Cette préparation n’est pas une perte de temps. Dans les situations critiques, ces quelques secondes investies en amont permettent une transmission plus efficace, des décisions plus rapides, et ultimement de meilleurs soins pour le patient.

Plus qu'un acronyme

Développer un nouveau modèle de transmission, c'est bien. Mais l'enjeu dépasse le simple outil mnémotechnique. C'est une question de culture de communication.

En milieu isolé, nous ne disposons pas du luxe des transmissions longues et détaillées. Nous devons aller à l'essentiel, structurer nos pensées rapidement, adapter notre langage selon le contexte. Le modèle C.L.A.I.R. nous y aide, mais il ne remplace pas la pratique régulière, les simulations réalistes et les débriefings constructifs.

L'oublié des formations

Soyons honnêtes : dans nos formations, qu'est-ce qui captive le plus les participants ? Fabriquer une attelle avec des branches et du duct tape. Poser un garrot d'urgence. Fermer une plaie. Ces gestes ont quelque chose de concret, de spectaculaire même. On voit, on touche, on mesure le résultat.

La transmission ? Moins glamour. Pourtant, combien de fois avons-nous vu des secouristes parfaitement capables de gérer une fracture complexe se transformer en bègues inaudibles dès qu'ils ont une radio entre les mains ?

Il faut reconnaître une réalité : nous négligeons trop souvent cette compétence dans nos formations. On l'aborde en fin de scénario, rapidement, presque comme une formalité. "Bon, maintenant appelez les secours et dites-leur ce qui se passe." Fin de l'exercice.

C'est une erreur. Sur le terrain, la transmission détermine souvent la suite des événements. Le pilote acceptera-t-il de décoller par ce temps ? Le médecin conseil autorisera-t-il l'évacuation ? L'équipe de sauvetage comprendra-t-elle où vous situer exactement ?

Intégrer C.L.A.I.R. dans toutes nos simulations

Chaque scénario de formation devrait inclure une composante transmission. Pas comme un exercice séparé, mais comme une partie intégrante de l'intervention. Radio en main, Fiche SEP sur le genou, debout, sous pression.

  • Pendant l'évaluation primaire : transmission du contexte et de la localisation
  • Après les premiers soins : mise à jour sur l'état du patient et les interventions réalisées
  • Au moment critique : demande d'évacuation ou de conseils spécialisés

Il faut créer cette habitude, cette automatisation. Que nos participants sortent de formation en pensant naturellement : "Qu'est-ce que je vais dire ? Comment vais-je le dire ? À qui vais-je le dire?"

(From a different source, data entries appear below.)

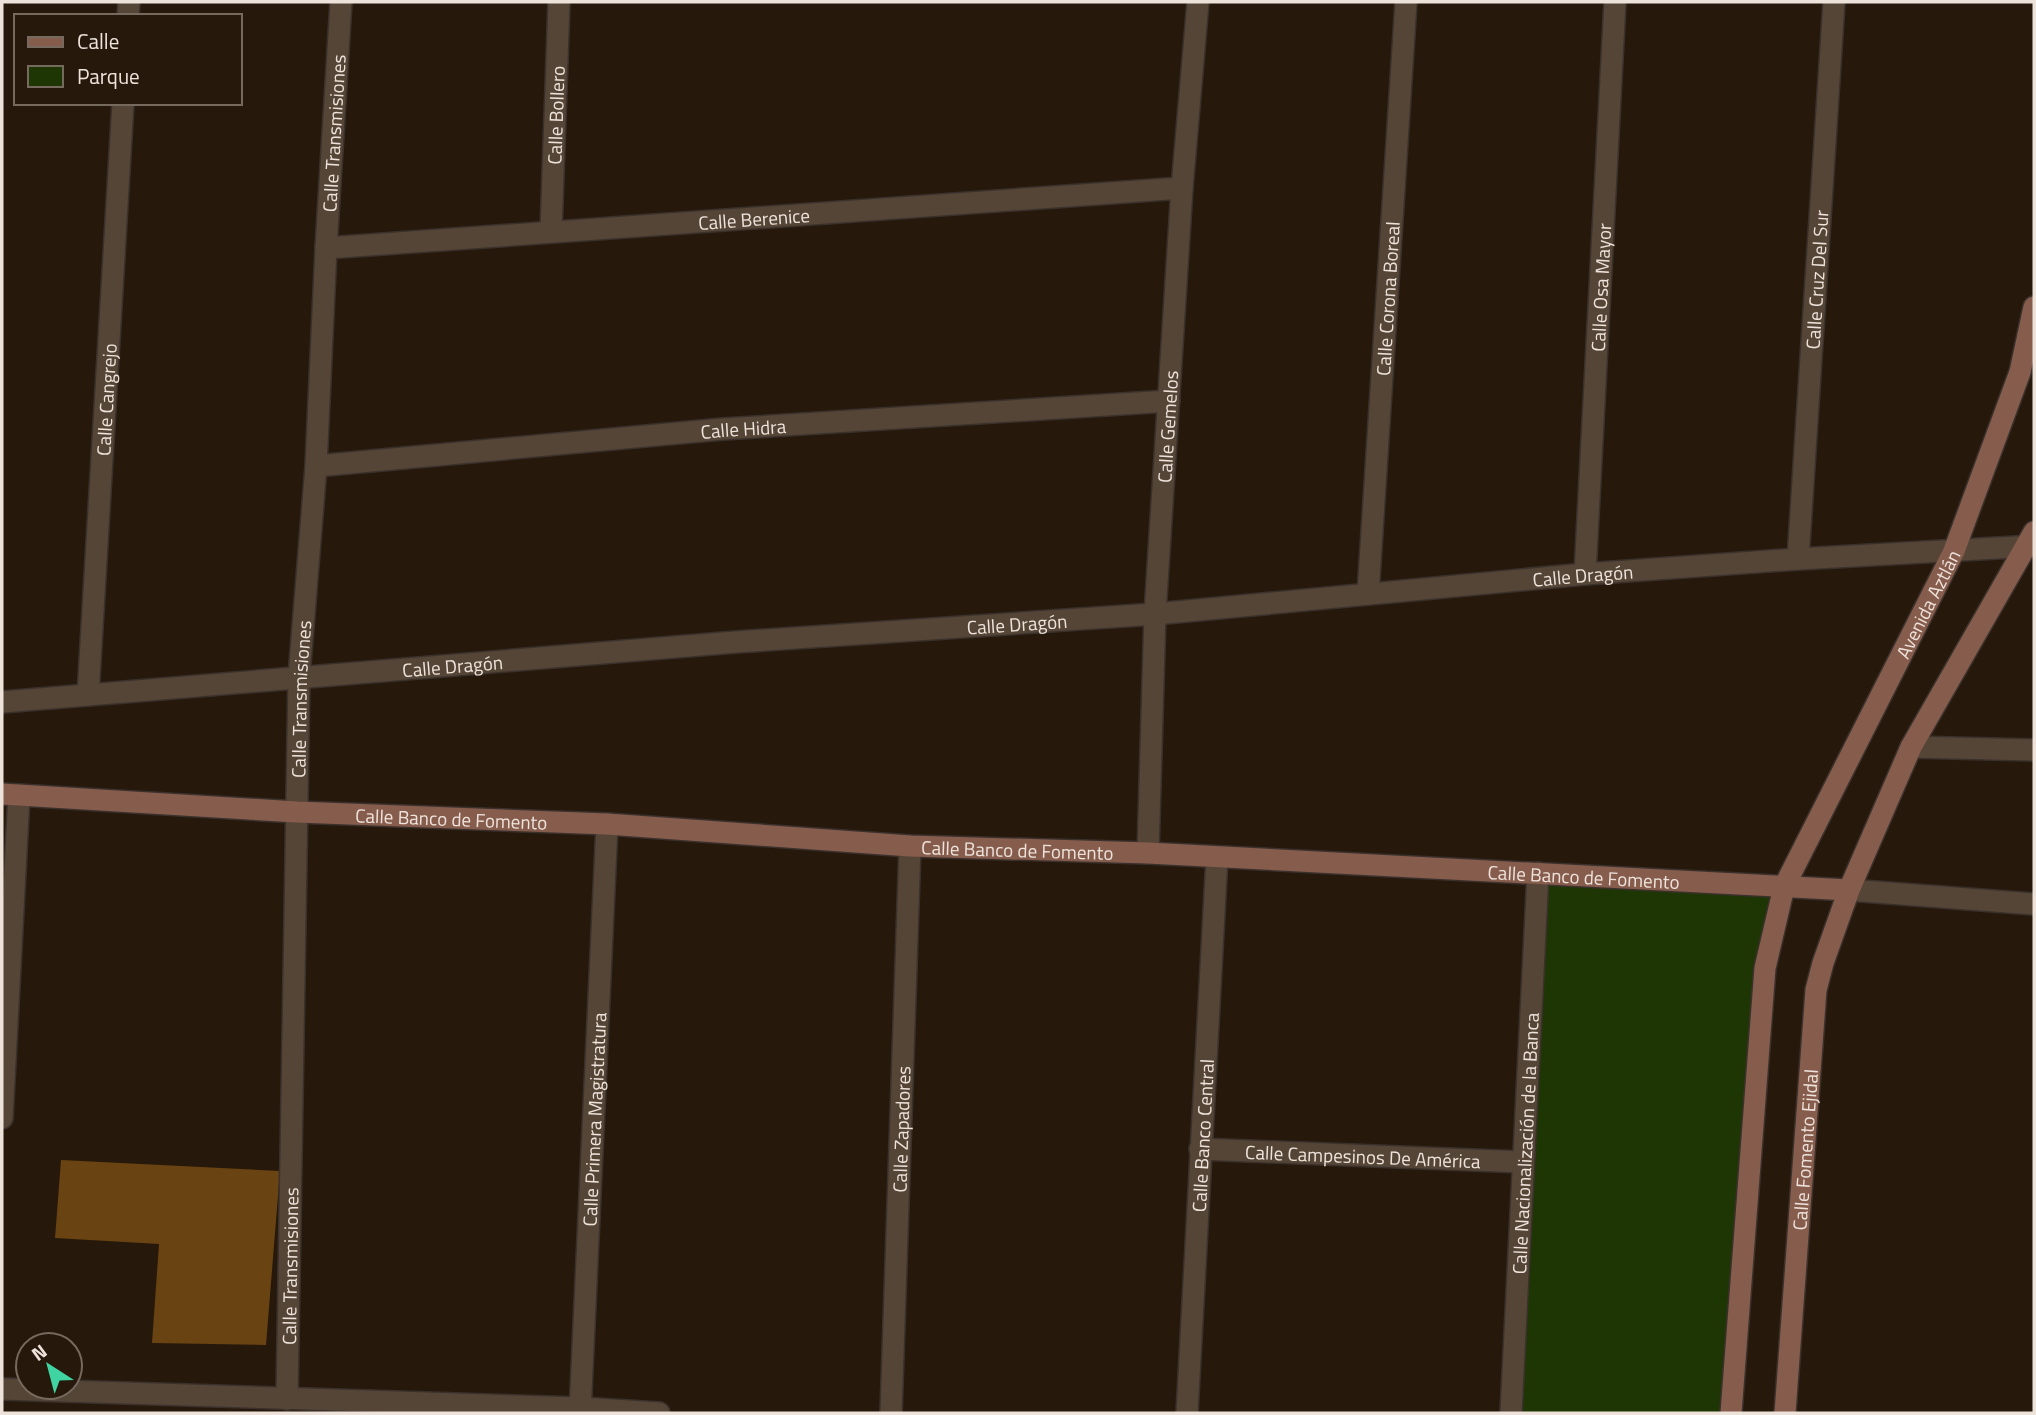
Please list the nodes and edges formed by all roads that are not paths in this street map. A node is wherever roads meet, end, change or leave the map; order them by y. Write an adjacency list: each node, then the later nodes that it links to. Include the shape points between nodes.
1 (341, 2): 10 (street, Calle Transmisiones)
2 (559, 2): 9 (street, Calle Bollero)
3 (1198, 2): 8 (street, Calle Gemelos)
4 (1406, 2): 18 (street, Calle Corona Boreal)
5 (1615, 2): 17 (street, Calle Osa Mayor)
6 (1834, 2): 16 (street, Calle Cruz Del Sur)
7 (123, 105): 21 (street, Calle Cangrejo)
8 (1182, 188): 9 (street, Calle Berenice); 12 (street, Calle Gemelos)
9 (551, 231): 10 (street, Calle Berenice)
10 (326, 248): 13 (street, Calle Transmisiones)
11 (2034, 307): 15 (main road, Avenida Aztlán, via 2020,372)
12 (1169, 401): 13 (street, Calle Hidra, via 723,429); 19 (street, Calle Gemelos)
13 (316, 466): 20 (street, Calle Transmisiones)
14 (2032, 541): 15 (street, Calle Dragón); 23 (main road)
15 (1954, 551): 16 (street, Calle Dragón); 32 (main road, Avenida Aztlán)
16 (1798, 559): 17 (street, Calle Dragón)
17 (1585, 574): 18 (street, Calle Dragón)
18 (1368, 594): 19 (street, Calle Dragón)
19 (1155, 614): 20 (street, Calle Dragón); 29 (street, Calle Gemelos)
20 (299, 676): 21 (street, Calle Dragón); 26 (street, Calle Transmisiones)
21 (88, 695): 22 (street, Calle Dragón)
22 (2, 702)
23 (1911, 747): 24 (street); 33 (main road)
24 (2034, 750)
25 (10, 794): 26 (main road, Calle Banco de Fomento); 35 (street)
26 (297, 812): 27 (main road, Calle Banco de Fomento); 39 (street, Calle Transmisiones)
27 (607, 824): 28 (main road, Calle Banco de Fomento); 40 (street, Calle Primera Magistratura)
28 (910, 846): 29 (main road, Calle Banco de Fomento); 42 (street, Calle Zapadores)
29 (1148, 853): 30 (main road, Calle Banco de Fomento)
30 (1217, 857): 31 (main road, Calle Banco de Fomento); 36 (street, Calle Banco Central)
31 (1538, 873): 32 (main road, Calle Banco de Fomento); 37 (street, Calle Nacionalización de la Banca)
32 (1784, 887): 33 (main road, Calle Banco de Fomento); 45 (main road, via 1765,968)
33 (1849, 890): 34 (street, Calle Banco de Fomento); 46 (main road, Calle Fomento Ejidal, via 1816,990)
34 (2034, 904)
35 (2, 1118)
36 (1200, 1149): 37 (street, Calle Campesinos De América); 43 (street, Calle Banco Central)
37 (1523, 1162): 44 (street, Calle Nacionalización de la Banca)
38 (2, 1389): 39 (street)
39 (287, 1399): 40 (street)
40 (580, 1410): 41 (street)
41 (659, 1413)
42 (891, 1413)
43 (1187, 1413)
44 (1511, 1413)
45 (1731, 1413)
46 (1785, 1413)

Et surtout, il faut corriger. En débriefing, reprendre les transmissions floues, les informations manquantes, les formulations ambiguës. Avec la même rigueur qu'on apporte à critiquer un bandage mal posé ou une immobilisation mal ficelée.

Parce qu'au fond, bien transmettre, c'est déjà commencer à soigner. Et en milieu isolé, cette compétence peut faire toute la différence.

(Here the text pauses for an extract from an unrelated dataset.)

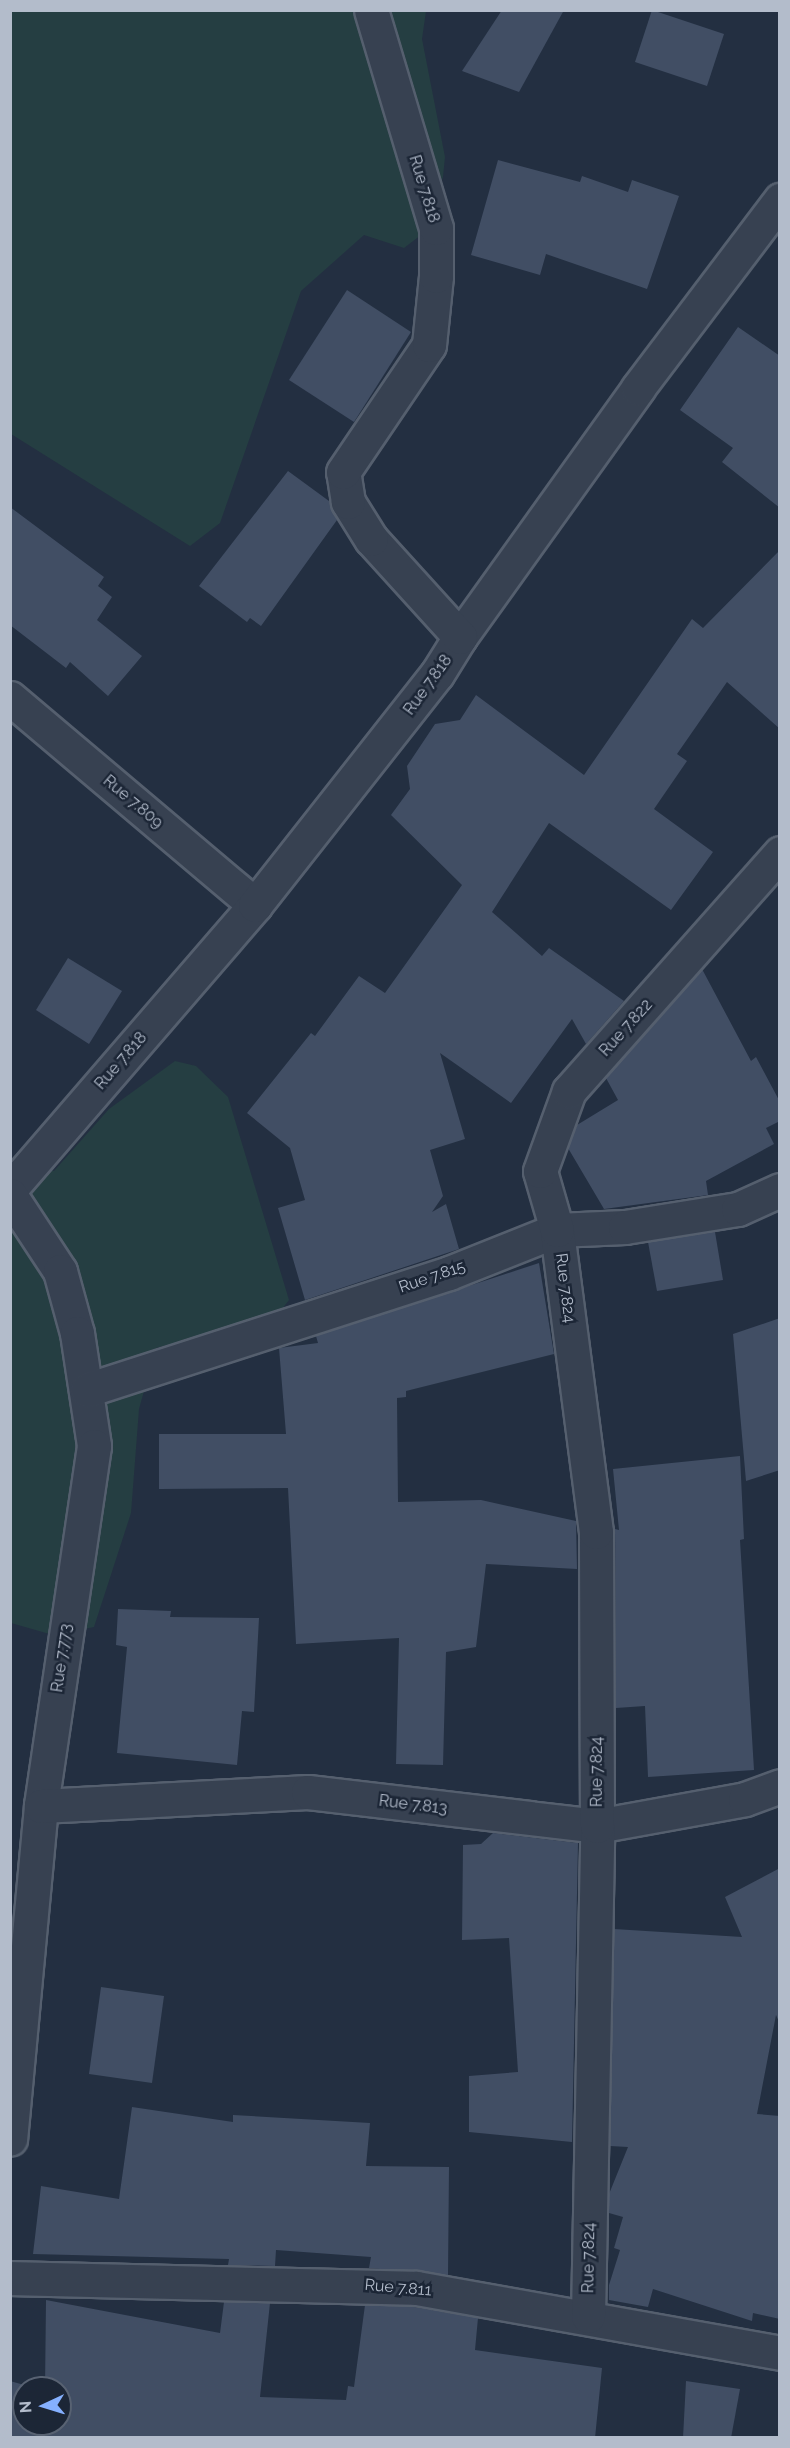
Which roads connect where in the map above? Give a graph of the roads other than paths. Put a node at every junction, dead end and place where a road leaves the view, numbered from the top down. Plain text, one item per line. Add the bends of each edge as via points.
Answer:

L’essentiel reste l’essentiel

Au final, C.L.A.I.R. n’a pas la prétention de révolutionner les communications médicales. Les modèles existants fonctionnent bien dans leurs contextes respectifs. Notre motivation était plus simple : créer un outil spécifiquement adapté aux non-professionnels de la santé qui interviennent en milieu isolé.

Guides, travailleurs forestiers, équipes de recherche et sauvetage, responsables d’expéditions… Ces intervenants ont besoin d’une méthode facile à mémoriser, intuitive à appliquer sous stress, et suffisamment flexible pour s’adapter à différents interlocuteurs.

Que vous adoptiez C.L.A.I.R. ou tout autre modèle importe peu. L’objectif reste le même : transmettre les informations essentielles dans un ordre logique, avec un langage clair, pour que tous les intervenants comprennent rapidement les enjeux et prennent les bonnes décisions.

Car c’est là l’essentiel : que l’information circule efficacement pour améliorer la prise en charge du patient.

À retenir

  • Une transmission structurée est aussi importante que les gestes de premiers soins
  • Le modèle C.L.A.I.R. s'adapte à tous les contextes d'intervention en milieu isolé
  • La pratique régulière et les simulations sont essentielles pour maîtriser l'outil
  • Chaque interlocuteur a ses priorités : adaptez votre communication sans perdre la structure

La prochaine fois que vous vous retrouverez radio à la main, dans une situation qui exige des secours, pensez C.L.A.I.R. Cette structure pourrait bien faire la différence.